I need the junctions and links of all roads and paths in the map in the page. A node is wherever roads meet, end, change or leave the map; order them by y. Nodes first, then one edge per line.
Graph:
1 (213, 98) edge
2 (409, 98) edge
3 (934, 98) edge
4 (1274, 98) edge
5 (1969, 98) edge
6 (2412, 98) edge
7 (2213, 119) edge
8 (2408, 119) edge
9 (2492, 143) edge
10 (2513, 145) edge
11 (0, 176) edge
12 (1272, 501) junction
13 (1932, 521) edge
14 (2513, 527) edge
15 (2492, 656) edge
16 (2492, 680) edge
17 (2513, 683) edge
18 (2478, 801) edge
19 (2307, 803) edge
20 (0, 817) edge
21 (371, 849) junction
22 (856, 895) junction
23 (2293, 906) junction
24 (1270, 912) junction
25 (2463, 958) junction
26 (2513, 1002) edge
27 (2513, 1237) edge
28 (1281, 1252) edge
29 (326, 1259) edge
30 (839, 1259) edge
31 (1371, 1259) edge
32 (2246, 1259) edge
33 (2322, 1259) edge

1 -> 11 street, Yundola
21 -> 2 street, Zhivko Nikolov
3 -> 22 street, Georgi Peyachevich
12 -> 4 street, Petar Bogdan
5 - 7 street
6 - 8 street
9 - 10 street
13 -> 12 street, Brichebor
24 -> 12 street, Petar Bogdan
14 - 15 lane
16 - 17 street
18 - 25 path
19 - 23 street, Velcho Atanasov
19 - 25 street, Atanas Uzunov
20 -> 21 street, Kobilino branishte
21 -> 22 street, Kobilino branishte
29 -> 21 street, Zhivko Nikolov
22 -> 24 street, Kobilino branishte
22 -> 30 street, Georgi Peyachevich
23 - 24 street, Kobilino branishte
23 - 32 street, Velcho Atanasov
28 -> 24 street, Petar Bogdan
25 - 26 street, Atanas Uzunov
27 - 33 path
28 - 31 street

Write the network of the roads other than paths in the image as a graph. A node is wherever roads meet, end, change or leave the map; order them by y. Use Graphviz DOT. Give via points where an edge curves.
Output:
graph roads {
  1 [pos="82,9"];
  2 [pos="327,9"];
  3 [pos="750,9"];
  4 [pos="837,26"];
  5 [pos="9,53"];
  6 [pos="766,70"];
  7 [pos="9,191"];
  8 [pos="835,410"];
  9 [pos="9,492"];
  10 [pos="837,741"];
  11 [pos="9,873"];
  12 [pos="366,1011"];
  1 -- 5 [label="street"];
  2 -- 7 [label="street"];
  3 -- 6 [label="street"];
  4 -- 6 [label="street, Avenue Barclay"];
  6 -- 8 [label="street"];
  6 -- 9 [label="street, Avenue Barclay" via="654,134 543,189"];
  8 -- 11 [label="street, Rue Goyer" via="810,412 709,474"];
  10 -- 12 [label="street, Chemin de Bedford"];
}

+ + + + + + +

EXERCISE INSTRUCTIONS: From the records above, extract each line exactly as shown.

SOLUTION FOR THIS PROBLEM:
I need the junctions and links of all roads and paths in the map in the page. A node is wherever roads meet, end, change or leave the map; order them by y. Nodes first, then one edge per line.
Graph:
1 (213, 98) edge
2 (409, 98) edge
3 (934, 98) edge
4 (1274, 98) edge
5 (1969, 98) edge
6 (2412, 98) edge
7 (2213, 119) edge
8 (2408, 119) edge
9 (2492, 143) edge
10 (2513, 145) edge
11 (0, 176) edge
12 (1272, 501) junction
13 (1932, 521) edge
14 (2513, 527) edge
15 (2492, 656) edge
16 (2492, 680) edge
17 (2513, 683) edge
18 (2478, 801) edge
19 (2307, 803) edge
20 (0, 817) edge
21 (371, 849) junction
22 (856, 895) junction
23 (2293, 906) junction
24 (1270, 912) junction
25 (2463, 958) junction
26 (2513, 1002) edge
27 (2513, 1237) edge
28 (1281, 1252) edge
29 (326, 1259) edge
30 (839, 1259) edge
31 (1371, 1259) edge
32 (2246, 1259) edge
33 (2322, 1259) edge

1 -> 11 street, Yundola
21 -> 2 street, Zhivko Nikolov
3 -> 22 street, Georgi Peyachevich
12 -> 4 street, Petar Bogdan
5 - 7 street
6 - 8 street
9 - 10 street
13 -> 12 street, Brichebor
24 -> 12 street, Petar Bogdan
14 - 15 lane
16 - 17 street
18 - 25 path
19 - 23 street, Velcho Atanasov
19 - 25 street, Atanas Uzunov
20 -> 21 street, Kobilino branishte
21 -> 22 street, Kobilino branishte
29 -> 21 street, Zhivko Nikolov
22 -> 24 street, Kobilino branishte
22 -> 30 street, Georgi Peyachevich
23 - 24 street, Kobilino branishte
23 - 32 street, Velcho Atanasov
28 -> 24 street, Petar Bogdan
25 - 26 street, Atanas Uzunov
27 - 33 path
28 - 31 street

Write the network of the roads other than paths in the image as a graph. A node is wherever roads meet, end, change or leave the map; order them by y. Use Graphviz DOT. Give via points where an edge curves.
Output:
graph roads {
  1 [pos="82,9"];
  2 [pos="327,9"];
  3 [pos="750,9"];
  4 [pos="837,26"];
  5 [pos="9,53"];
  6 [pos="766,70"];
  7 [pos="9,191"];
  8 [pos="835,410"];
  9 [pos="9,492"];
  10 [pos="837,741"];
  11 [pos="9,873"];
  12 [pos="366,1011"];
  1 -- 5 [label="street"];
  2 -- 7 [label="street"];
  3 -- 6 [label="street"];
  4 -- 6 [label="street, Avenue Barclay"];
  6 -- 8 [label="street"];
  6 -- 9 [label="street, Avenue Barclay" via="654,134 543,189"];
  8 -- 11 [label="street, Rue Goyer" via="810,412 709,474"];
  10 -- 12 [label="street, Chemin de Bedford"];
}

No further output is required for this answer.